# Data extract:
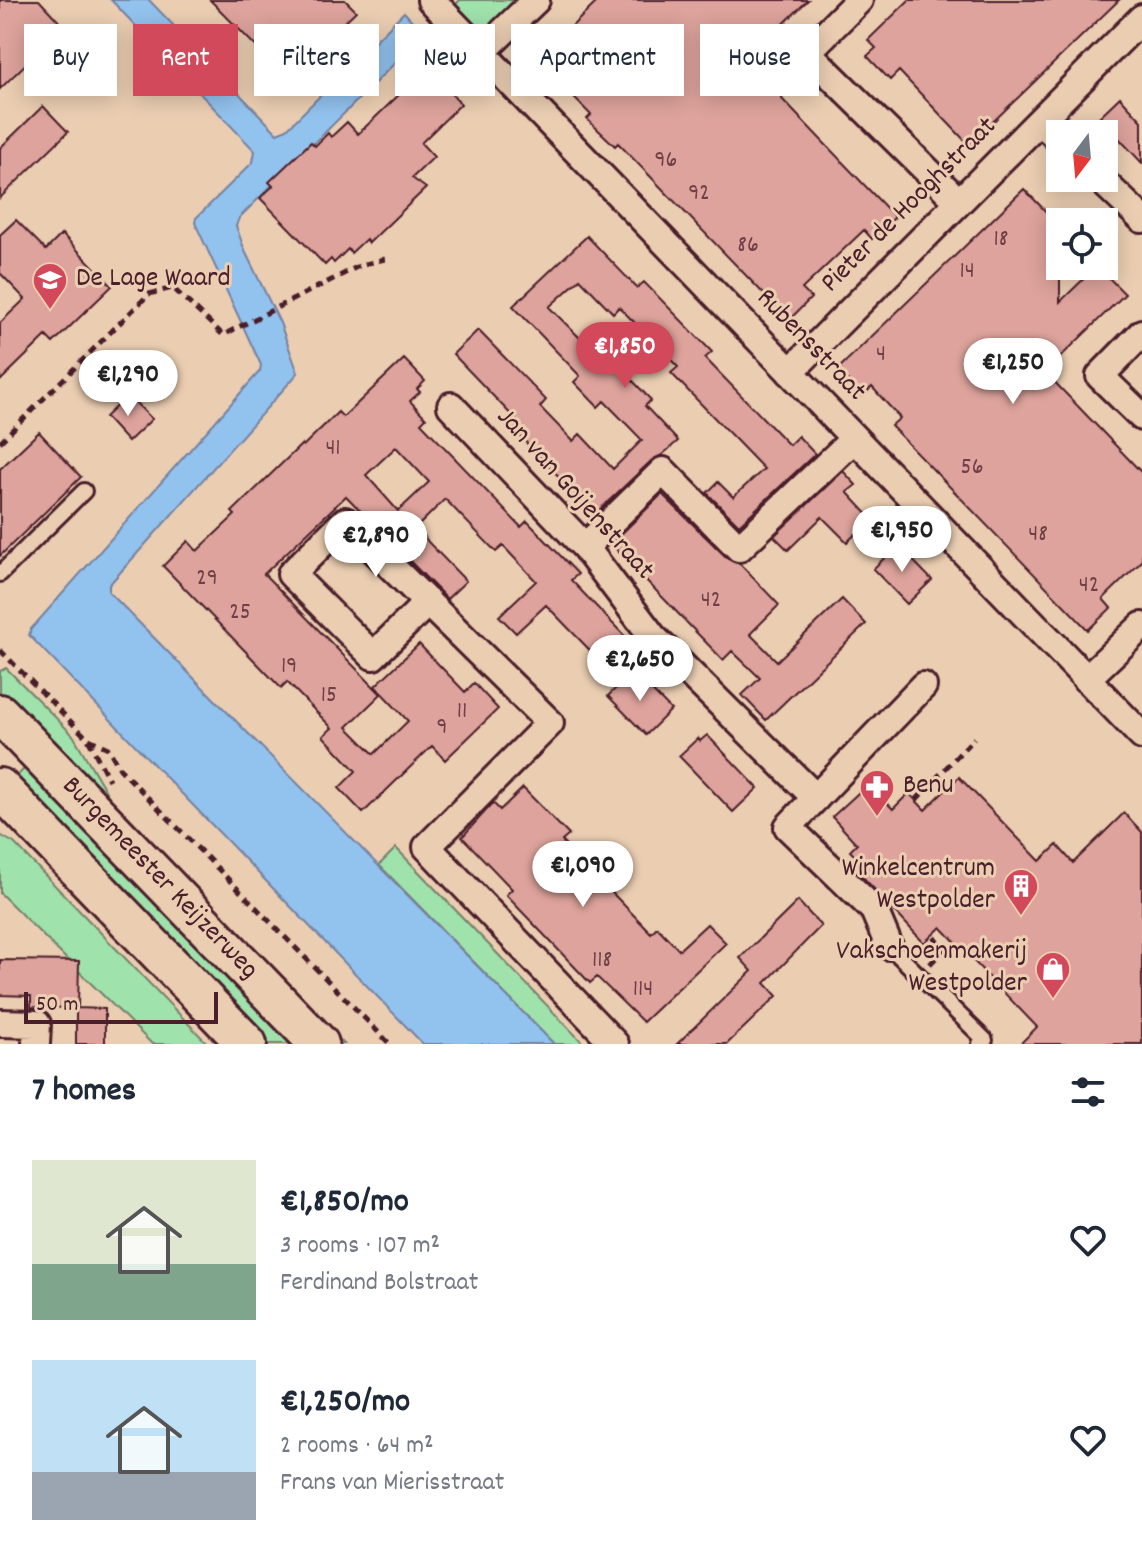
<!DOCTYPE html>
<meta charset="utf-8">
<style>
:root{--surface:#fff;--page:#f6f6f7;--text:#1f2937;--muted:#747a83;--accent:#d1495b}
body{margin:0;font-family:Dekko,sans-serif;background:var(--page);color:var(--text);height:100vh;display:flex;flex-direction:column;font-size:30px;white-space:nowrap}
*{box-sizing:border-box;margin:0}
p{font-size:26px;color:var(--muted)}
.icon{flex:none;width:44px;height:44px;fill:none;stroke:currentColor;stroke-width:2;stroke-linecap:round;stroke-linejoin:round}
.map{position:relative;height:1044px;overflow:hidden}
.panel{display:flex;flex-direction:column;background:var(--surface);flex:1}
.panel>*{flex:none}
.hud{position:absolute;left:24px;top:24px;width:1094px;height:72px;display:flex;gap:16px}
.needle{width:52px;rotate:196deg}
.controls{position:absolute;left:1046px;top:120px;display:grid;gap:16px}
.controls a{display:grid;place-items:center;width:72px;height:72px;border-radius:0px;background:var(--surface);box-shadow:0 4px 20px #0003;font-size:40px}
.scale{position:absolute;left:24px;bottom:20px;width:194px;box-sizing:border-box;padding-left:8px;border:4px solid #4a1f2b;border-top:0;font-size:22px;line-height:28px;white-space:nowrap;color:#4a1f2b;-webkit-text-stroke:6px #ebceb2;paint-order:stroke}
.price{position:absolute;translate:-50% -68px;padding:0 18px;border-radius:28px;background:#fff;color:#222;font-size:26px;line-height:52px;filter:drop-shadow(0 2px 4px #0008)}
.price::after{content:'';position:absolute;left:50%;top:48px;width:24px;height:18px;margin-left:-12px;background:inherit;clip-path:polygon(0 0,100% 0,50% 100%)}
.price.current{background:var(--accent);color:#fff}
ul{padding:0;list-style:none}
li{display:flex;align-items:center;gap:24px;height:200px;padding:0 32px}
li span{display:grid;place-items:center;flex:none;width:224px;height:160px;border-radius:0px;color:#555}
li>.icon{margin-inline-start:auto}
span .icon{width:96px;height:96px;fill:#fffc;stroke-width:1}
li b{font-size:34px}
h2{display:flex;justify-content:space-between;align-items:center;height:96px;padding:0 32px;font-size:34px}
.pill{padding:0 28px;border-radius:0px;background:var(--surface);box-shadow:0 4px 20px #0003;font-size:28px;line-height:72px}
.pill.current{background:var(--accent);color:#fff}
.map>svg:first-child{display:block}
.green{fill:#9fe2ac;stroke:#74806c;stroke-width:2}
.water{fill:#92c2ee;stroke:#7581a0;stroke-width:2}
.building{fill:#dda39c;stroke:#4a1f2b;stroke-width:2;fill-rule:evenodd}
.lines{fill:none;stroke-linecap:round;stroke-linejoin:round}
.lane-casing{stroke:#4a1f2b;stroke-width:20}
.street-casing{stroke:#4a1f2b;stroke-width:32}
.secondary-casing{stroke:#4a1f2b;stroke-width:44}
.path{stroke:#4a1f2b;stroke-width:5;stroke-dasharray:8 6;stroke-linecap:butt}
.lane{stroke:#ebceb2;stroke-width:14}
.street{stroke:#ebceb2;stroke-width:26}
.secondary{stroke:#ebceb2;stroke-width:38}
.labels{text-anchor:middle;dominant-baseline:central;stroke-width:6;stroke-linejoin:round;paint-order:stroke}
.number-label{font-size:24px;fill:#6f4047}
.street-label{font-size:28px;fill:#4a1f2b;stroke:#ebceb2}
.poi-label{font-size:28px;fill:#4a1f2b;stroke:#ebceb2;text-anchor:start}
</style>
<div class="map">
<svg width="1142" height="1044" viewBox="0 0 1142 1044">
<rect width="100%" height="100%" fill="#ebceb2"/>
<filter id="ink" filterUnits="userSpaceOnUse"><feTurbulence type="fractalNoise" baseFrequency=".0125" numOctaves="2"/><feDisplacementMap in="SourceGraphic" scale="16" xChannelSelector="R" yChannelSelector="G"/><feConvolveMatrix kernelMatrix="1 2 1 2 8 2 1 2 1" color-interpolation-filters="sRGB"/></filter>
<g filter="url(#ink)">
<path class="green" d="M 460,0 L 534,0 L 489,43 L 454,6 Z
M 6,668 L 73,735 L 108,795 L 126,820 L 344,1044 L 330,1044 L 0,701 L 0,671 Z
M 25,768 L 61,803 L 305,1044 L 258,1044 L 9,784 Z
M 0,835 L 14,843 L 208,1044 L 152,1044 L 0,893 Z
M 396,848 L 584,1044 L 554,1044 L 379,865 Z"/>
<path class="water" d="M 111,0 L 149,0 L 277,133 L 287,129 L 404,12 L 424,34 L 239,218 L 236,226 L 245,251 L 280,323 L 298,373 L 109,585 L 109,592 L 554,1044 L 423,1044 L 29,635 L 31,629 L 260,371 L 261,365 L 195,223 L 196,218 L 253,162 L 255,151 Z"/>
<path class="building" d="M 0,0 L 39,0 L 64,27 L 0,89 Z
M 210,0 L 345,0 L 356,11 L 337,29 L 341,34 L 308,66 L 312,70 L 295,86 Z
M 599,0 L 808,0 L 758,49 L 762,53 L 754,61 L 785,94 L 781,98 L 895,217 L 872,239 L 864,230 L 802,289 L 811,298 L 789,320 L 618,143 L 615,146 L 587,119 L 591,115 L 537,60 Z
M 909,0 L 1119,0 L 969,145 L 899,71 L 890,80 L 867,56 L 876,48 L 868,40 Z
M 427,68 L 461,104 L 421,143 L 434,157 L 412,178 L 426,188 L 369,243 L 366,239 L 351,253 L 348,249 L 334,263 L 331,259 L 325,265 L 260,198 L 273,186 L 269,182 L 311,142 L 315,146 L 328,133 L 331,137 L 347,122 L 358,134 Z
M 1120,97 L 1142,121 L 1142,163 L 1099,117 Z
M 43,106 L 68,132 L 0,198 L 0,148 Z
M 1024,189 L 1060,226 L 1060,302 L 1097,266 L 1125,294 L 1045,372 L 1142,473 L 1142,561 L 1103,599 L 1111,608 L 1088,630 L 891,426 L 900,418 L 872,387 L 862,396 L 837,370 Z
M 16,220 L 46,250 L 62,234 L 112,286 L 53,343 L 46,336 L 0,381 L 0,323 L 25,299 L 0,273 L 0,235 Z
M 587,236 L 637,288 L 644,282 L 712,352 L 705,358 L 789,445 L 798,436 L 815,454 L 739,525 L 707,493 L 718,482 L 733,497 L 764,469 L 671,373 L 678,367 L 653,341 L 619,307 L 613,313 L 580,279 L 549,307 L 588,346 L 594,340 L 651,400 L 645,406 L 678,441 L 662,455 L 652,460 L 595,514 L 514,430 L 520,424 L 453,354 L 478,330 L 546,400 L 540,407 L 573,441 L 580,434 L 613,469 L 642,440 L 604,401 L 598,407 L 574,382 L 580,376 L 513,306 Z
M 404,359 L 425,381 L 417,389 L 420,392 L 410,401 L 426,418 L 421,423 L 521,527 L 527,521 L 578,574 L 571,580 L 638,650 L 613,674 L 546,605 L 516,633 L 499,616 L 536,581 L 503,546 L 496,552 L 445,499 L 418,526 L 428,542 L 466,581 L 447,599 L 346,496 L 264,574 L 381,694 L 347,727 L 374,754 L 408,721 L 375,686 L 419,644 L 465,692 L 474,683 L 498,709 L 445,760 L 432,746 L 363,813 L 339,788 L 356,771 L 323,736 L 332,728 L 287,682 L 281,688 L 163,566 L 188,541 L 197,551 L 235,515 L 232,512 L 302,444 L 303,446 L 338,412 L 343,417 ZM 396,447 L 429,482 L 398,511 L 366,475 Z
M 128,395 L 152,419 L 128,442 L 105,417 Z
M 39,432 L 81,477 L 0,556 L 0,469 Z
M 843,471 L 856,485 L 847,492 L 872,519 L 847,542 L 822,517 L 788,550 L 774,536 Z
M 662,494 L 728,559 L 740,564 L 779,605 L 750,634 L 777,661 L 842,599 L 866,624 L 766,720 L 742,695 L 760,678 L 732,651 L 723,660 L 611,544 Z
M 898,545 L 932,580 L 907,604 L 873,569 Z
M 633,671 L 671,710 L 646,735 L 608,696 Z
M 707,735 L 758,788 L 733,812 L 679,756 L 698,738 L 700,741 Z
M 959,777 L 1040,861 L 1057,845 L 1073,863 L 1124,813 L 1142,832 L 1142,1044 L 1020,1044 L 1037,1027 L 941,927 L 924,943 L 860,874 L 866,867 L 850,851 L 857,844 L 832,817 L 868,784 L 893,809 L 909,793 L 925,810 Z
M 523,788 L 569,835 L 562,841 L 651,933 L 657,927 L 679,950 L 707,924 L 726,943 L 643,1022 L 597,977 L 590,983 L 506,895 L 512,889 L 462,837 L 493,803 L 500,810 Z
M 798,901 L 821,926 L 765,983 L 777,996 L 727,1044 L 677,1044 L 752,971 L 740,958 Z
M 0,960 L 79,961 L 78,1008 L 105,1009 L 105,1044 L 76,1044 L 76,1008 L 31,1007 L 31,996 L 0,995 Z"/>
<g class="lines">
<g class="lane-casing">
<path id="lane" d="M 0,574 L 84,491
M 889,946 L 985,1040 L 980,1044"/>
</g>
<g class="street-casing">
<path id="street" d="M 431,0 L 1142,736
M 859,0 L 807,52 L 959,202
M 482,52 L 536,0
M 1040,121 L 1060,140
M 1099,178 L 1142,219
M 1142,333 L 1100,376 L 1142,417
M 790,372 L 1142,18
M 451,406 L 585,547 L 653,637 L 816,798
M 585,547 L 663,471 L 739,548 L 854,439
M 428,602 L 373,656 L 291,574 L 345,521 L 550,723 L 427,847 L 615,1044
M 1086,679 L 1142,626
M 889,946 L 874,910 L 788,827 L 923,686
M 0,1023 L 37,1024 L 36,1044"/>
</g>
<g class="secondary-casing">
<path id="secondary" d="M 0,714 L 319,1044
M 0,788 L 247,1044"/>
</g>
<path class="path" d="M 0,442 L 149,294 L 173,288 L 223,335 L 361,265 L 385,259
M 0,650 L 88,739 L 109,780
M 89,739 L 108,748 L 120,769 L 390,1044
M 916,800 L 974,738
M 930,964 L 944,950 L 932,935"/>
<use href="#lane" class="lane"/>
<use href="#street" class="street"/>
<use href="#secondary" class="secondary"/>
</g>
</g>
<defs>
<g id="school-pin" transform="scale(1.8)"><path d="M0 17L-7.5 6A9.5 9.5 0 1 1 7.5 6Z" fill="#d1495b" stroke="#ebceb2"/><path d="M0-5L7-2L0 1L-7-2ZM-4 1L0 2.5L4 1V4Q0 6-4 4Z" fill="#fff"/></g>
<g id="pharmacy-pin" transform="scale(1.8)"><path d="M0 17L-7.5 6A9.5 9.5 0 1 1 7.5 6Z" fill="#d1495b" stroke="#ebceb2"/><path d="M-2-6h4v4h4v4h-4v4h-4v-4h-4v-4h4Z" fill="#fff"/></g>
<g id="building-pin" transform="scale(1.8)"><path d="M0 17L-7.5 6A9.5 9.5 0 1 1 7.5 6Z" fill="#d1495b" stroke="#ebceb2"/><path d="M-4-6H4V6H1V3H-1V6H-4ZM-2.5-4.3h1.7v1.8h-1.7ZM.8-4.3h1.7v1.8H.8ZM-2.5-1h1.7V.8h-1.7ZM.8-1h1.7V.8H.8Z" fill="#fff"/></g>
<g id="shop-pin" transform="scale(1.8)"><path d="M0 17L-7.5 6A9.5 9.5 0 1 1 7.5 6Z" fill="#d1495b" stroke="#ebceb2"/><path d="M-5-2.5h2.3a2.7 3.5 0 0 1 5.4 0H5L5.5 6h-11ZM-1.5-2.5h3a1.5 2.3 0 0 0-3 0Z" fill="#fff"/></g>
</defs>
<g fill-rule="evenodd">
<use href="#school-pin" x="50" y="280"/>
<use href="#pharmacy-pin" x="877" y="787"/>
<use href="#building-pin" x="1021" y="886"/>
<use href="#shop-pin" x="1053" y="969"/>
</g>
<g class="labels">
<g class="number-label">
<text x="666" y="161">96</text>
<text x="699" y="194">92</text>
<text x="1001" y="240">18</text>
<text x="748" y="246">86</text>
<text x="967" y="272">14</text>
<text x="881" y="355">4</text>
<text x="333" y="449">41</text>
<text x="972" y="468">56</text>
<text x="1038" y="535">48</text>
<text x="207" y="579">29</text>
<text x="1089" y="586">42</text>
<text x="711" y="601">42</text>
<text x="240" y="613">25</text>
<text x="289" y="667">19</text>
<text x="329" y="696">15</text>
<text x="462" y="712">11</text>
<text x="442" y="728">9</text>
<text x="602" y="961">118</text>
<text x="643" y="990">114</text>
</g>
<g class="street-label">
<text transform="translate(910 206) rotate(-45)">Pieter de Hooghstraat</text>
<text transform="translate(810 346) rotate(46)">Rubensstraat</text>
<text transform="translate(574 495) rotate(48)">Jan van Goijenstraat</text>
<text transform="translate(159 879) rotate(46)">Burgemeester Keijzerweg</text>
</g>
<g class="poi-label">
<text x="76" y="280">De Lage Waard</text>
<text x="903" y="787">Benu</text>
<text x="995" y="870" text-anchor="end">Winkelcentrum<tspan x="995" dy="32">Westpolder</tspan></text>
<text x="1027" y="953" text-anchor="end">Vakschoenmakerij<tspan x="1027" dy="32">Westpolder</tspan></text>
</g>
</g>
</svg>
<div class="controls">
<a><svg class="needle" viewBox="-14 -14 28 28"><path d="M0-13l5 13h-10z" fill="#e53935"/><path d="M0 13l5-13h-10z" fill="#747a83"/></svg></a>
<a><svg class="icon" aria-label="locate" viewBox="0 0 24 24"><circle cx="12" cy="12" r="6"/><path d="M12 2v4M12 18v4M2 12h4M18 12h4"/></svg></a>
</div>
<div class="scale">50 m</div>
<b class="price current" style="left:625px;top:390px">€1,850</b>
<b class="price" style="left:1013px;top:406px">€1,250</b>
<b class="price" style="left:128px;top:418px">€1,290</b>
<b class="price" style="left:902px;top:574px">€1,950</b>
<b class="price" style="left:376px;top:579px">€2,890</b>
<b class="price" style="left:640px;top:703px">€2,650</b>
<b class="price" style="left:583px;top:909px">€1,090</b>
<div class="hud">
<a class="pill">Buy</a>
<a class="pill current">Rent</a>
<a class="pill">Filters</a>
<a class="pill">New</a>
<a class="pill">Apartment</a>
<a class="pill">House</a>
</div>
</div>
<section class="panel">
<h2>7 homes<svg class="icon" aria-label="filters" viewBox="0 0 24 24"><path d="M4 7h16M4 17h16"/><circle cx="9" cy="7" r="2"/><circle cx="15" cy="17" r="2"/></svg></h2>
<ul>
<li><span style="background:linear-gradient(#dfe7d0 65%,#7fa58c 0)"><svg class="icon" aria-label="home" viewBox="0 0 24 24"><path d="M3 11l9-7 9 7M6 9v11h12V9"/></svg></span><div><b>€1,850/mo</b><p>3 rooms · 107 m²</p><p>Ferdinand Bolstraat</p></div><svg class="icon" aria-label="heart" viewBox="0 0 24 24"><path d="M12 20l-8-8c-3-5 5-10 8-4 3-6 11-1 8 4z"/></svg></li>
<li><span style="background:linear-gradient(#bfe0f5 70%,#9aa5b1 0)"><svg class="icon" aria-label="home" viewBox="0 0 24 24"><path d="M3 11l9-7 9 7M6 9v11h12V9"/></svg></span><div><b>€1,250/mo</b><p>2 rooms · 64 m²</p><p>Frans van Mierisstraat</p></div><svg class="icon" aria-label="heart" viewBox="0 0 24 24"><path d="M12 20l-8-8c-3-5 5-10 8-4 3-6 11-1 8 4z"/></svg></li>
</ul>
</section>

# Work instruction:
When a line in the data contains the string "lines", copy that line.

# Written solution:
.lines{fill:none;stroke-linecap:round;stroke-linejoin:round}
<g class="lines">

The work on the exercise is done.